TASK DATA START

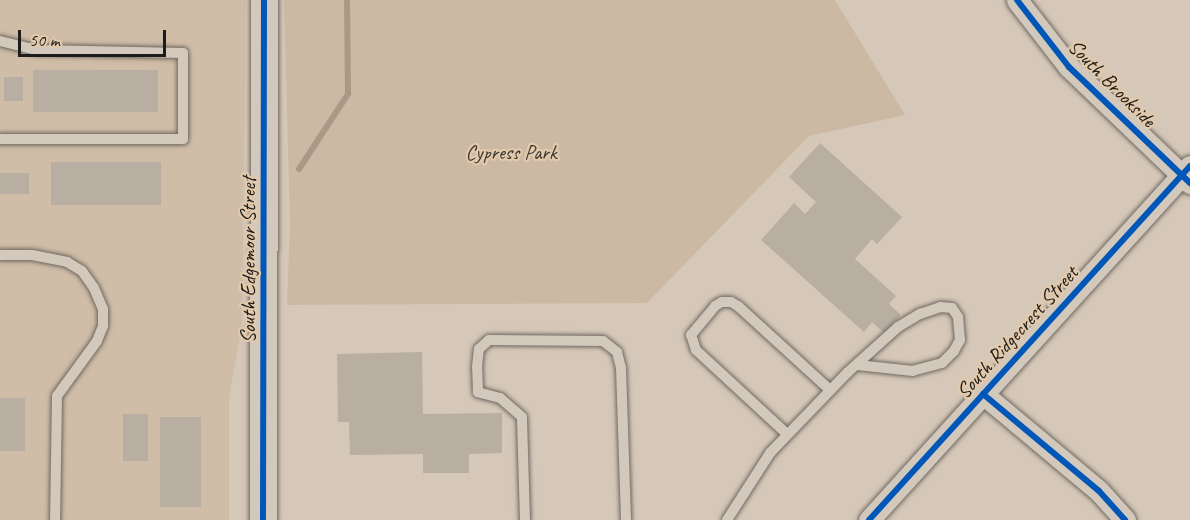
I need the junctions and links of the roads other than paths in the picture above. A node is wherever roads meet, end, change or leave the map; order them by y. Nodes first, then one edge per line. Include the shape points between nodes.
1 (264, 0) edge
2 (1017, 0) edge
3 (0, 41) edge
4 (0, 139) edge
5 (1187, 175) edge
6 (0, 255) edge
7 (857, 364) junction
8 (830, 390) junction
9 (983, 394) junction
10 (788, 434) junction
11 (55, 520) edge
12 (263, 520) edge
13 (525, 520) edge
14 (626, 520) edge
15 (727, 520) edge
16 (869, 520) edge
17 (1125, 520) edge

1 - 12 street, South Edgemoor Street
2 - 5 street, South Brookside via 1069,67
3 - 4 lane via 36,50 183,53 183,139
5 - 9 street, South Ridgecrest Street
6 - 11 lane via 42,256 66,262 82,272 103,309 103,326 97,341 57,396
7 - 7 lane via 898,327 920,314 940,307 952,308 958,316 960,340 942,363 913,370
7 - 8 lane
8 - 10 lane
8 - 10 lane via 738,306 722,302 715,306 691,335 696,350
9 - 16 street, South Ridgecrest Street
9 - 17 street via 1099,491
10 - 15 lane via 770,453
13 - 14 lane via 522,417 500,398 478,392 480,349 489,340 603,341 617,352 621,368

TASK DATA END

--- PROBLEM DESCRIPTION ---
Your task is to set down the records shown above exactly, minus any pictures.

--- EXERCISE RESPONSE ---
I need the junctions and links of the roads other than paths in the picture above. A node is wherever roads meet, end, change or leave the map; order them by y. Nodes first, then one edge per line. Include the shape points between nodes.
1 (264, 0) edge
2 (1017, 0) edge
3 (0, 41) edge
4 (0, 139) edge
5 (1187, 175) edge
6 (0, 255) edge
7 (857, 364) junction
8 (830, 390) junction
9 (983, 394) junction
10 (788, 434) junction
11 (55, 520) edge
12 (263, 520) edge
13 (525, 520) edge
14 (626, 520) edge
15 (727, 520) edge
16 (869, 520) edge
17 (1125, 520) edge

1 - 12 street, South Edgemoor Street
2 - 5 street, South Brookside via 1069,67
3 - 4 lane via 36,50 183,53 183,139
5 - 9 street, South Ridgecrest Street
6 - 11 lane via 42,256 66,262 82,272 103,309 103,326 97,341 57,396
7 - 7 lane via 898,327 920,314 940,307 952,308 958,316 960,340 942,363 913,370
7 - 8 lane
8 - 10 lane
8 - 10 lane via 738,306 722,302 715,306 691,335 696,350
9 - 16 street, South Ridgecrest Street
9 - 17 street via 1099,491
10 - 15 lane via 770,453
13 - 14 lane via 522,417 500,398 478,392 480,349 489,340 603,341 617,352 621,368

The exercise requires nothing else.